Exercise instructions -> Go through the data below line by line and report how many lines contain "main", giving only that figure.

Given entries ->
-------------------------
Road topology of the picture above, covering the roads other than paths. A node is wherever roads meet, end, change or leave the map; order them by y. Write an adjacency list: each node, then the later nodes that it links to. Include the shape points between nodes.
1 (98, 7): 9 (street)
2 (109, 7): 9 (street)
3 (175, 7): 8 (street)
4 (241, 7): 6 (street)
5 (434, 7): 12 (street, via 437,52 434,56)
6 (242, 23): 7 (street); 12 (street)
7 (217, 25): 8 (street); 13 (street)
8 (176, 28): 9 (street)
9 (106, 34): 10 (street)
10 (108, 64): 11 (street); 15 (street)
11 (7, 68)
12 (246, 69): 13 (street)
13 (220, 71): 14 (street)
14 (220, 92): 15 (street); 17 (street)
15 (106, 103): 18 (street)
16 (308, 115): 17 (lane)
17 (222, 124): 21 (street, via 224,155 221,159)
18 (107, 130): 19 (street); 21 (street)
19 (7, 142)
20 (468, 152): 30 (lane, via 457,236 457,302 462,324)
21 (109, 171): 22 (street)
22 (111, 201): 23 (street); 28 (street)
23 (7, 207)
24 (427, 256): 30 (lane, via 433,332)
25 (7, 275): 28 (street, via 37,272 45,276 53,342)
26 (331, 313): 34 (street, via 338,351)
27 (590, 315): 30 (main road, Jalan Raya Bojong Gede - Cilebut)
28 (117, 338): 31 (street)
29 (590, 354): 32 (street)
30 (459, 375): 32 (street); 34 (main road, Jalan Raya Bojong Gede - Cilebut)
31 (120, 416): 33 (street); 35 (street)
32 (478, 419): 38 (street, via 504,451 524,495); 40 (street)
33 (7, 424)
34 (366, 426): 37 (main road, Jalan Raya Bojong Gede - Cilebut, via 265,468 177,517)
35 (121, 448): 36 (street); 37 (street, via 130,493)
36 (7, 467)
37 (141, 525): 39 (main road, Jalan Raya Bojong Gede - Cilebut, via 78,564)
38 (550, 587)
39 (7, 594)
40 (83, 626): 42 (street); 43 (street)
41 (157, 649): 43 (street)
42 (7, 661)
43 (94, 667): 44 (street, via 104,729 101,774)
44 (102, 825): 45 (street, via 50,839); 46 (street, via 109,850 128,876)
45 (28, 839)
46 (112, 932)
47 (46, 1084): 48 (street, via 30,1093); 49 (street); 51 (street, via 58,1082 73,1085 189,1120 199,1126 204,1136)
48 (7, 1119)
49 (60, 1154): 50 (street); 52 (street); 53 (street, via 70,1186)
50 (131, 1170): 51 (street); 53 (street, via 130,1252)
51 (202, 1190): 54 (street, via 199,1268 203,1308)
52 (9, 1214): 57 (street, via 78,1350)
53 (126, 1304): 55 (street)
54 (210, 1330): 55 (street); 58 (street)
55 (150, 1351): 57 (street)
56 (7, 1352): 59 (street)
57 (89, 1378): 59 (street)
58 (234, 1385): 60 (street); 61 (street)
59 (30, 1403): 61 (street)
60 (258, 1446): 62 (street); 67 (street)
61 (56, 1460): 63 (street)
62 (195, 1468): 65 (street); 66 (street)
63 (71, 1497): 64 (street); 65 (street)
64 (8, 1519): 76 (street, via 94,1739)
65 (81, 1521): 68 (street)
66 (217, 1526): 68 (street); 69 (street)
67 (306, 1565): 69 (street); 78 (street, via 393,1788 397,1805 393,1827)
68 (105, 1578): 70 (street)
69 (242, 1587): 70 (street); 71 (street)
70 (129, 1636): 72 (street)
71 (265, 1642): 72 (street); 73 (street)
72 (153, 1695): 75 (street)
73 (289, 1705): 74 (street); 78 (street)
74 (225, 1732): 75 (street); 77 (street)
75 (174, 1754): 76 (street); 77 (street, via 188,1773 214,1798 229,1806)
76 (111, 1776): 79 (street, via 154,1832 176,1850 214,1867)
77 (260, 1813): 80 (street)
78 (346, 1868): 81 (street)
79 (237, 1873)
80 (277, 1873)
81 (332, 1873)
-------------------------
Task solution -> 4